#### [Description of the task]
Please reproduce the entries in full. Keep every character the same.
═══ The data
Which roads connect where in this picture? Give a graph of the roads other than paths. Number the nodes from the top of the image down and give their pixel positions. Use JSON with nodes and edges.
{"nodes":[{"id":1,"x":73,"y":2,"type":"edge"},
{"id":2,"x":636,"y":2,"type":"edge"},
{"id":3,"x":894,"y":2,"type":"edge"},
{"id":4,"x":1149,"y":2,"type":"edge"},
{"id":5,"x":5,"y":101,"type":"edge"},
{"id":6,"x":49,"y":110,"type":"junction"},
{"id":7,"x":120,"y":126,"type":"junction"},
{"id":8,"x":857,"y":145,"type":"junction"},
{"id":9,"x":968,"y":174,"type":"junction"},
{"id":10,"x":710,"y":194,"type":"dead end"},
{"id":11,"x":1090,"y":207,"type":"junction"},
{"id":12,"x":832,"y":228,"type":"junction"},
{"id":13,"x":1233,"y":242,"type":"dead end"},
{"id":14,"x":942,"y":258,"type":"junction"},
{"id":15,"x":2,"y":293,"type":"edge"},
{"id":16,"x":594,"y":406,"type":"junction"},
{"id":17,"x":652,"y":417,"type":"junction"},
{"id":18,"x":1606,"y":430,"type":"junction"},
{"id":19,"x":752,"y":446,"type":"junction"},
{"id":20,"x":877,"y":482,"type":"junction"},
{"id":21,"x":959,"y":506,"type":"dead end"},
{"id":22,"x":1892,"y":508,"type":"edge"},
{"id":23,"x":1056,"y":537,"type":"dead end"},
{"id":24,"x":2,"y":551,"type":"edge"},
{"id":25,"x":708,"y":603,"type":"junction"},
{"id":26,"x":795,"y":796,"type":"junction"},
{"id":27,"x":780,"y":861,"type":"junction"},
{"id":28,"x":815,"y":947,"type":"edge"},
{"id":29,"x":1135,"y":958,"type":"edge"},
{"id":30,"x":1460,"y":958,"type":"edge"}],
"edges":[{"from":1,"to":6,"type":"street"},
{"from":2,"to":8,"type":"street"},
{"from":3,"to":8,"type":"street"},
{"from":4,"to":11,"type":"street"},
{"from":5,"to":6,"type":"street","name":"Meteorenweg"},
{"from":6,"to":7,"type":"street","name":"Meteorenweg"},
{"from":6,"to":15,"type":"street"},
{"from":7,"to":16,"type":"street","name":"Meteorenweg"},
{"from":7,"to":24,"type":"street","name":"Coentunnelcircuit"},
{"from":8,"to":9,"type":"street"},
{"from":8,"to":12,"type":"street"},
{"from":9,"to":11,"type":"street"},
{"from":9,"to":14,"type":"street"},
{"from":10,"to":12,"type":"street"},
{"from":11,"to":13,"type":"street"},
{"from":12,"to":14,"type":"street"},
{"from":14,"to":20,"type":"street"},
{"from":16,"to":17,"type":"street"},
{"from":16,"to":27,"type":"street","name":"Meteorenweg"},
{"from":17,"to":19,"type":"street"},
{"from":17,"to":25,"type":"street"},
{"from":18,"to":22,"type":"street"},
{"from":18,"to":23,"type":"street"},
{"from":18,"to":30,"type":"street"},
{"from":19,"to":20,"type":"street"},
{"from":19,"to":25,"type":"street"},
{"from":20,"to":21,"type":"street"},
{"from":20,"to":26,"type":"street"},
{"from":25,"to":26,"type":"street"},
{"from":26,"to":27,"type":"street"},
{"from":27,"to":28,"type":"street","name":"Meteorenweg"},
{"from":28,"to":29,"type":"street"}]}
══════
#### [Task response]
Which roads connect where in this picture? Give a graph of the roads other than paths. Number the nodes from the top of the image down and give their pixel positions. Use JSON with nodes and edges.
{"nodes":[{"id":1,"x":73,"y":2,"type":"edge"},
{"id":2,"x":636,"y":2,"type":"edge"},
{"id":3,"x":894,"y":2,"type":"edge"},
{"id":4,"x":1149,"y":2,"type":"edge"},
{"id":5,"x":5,"y":101,"type":"edge"},
{"id":6,"x":49,"y":110,"type":"junction"},
{"id":7,"x":120,"y":126,"type":"junction"},
{"id":8,"x":857,"y":145,"type":"junction"},
{"id":9,"x":968,"y":174,"type":"junction"},
{"id":10,"x":710,"y":194,"type":"dead end"},
{"id":11,"x":1090,"y":207,"type":"junction"},
{"id":12,"x":832,"y":228,"type":"junction"},
{"id":13,"x":1233,"y":242,"type":"dead end"},
{"id":14,"x":942,"y":258,"type":"junction"},
{"id":15,"x":2,"y":293,"type":"edge"},
{"id":16,"x":594,"y":406,"type":"junction"},
{"id":17,"x":652,"y":417,"type":"junction"},
{"id":18,"x":1606,"y":430,"type":"junction"},
{"id":19,"x":752,"y":446,"type":"junction"},
{"id":20,"x":877,"y":482,"type":"junction"},
{"id":21,"x":959,"y":506,"type":"dead end"},
{"id":22,"x":1892,"y":508,"type":"edge"},
{"id":23,"x":1056,"y":537,"type":"dead end"},
{"id":24,"x":2,"y":551,"type":"edge"},
{"id":25,"x":708,"y":603,"type":"junction"},
{"id":26,"x":795,"y":796,"type":"junction"},
{"id":27,"x":780,"y":861,"type":"junction"},
{"id":28,"x":815,"y":947,"type":"edge"},
{"id":29,"x":1135,"y":958,"type":"edge"},
{"id":30,"x":1460,"y":958,"type":"edge"}],
"edges":[{"from":1,"to":6,"type":"street"},
{"from":2,"to":8,"type":"street"},
{"from":3,"to":8,"type":"street"},
{"from":4,"to":11,"type":"street"},
{"from":5,"to":6,"type":"street","name":"Meteorenweg"},
{"from":6,"to":7,"type":"street","name":"Meteorenweg"},
{"from":6,"to":15,"type":"street"},
{"from":7,"to":16,"type":"street","name":"Meteorenweg"},
{"from":7,"to":24,"type":"street","name":"Coentunnelcircuit"},
{"from":8,"to":9,"type":"street"},
{"from":8,"to":12,"type":"street"},
{"from":9,"to":11,"type":"street"},
{"from":9,"to":14,"type":"street"},
{"from":10,"to":12,"type":"street"},
{"from":11,"to":13,"type":"street"},
{"from":12,"to":14,"type":"street"},
{"from":14,"to":20,"type":"street"},
{"from":16,"to":17,"type":"street"},
{"from":16,"to":27,"type":"street","name":"Meteorenweg"},
{"from":17,"to":19,"type":"street"},
{"from":17,"to":25,"type":"street"},
{"from":18,"to":22,"type":"street"},
{"from":18,"to":23,"type":"street"},
{"from":18,"to":30,"type":"street"},
{"from":19,"to":20,"type":"street"},
{"from":19,"to":25,"type":"street"},
{"from":20,"to":21,"type":"street"},
{"from":20,"to":26,"type":"street"},
{"from":25,"to":26,"type":"street"},
{"from":26,"to":27,"type":"street"},
{"from":27,"to":28,"type":"street","name":"Meteorenweg"},
{"from":28,"to":29,"type":"street"}]}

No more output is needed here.